- EXERCISE REQUIREMENTS
If a line in the data below includes the string "Parklaan", please return a copy of it.

- RECORD EXTRACTS
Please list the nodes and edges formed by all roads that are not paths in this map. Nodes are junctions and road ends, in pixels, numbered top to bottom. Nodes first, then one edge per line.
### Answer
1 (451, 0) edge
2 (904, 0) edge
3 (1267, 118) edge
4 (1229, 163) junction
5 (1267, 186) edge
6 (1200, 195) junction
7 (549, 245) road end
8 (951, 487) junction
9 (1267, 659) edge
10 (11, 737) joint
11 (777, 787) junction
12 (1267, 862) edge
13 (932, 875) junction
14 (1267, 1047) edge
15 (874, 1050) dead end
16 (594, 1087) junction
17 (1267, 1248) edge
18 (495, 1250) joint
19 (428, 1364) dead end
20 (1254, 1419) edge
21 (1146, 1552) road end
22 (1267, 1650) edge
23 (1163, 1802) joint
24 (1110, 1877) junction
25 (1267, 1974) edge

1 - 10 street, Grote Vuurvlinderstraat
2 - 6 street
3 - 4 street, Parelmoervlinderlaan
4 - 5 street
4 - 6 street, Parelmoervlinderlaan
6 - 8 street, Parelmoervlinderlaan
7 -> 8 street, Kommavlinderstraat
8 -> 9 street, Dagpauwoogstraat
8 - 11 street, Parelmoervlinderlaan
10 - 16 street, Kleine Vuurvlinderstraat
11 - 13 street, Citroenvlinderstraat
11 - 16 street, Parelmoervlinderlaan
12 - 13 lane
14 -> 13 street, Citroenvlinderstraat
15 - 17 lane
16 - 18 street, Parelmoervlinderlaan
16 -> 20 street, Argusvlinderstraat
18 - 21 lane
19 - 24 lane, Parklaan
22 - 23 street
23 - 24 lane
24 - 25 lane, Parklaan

- EXERCISE RESPONSE
19 - 24 lane, Parklaan
24 - 25 lane, Parklaan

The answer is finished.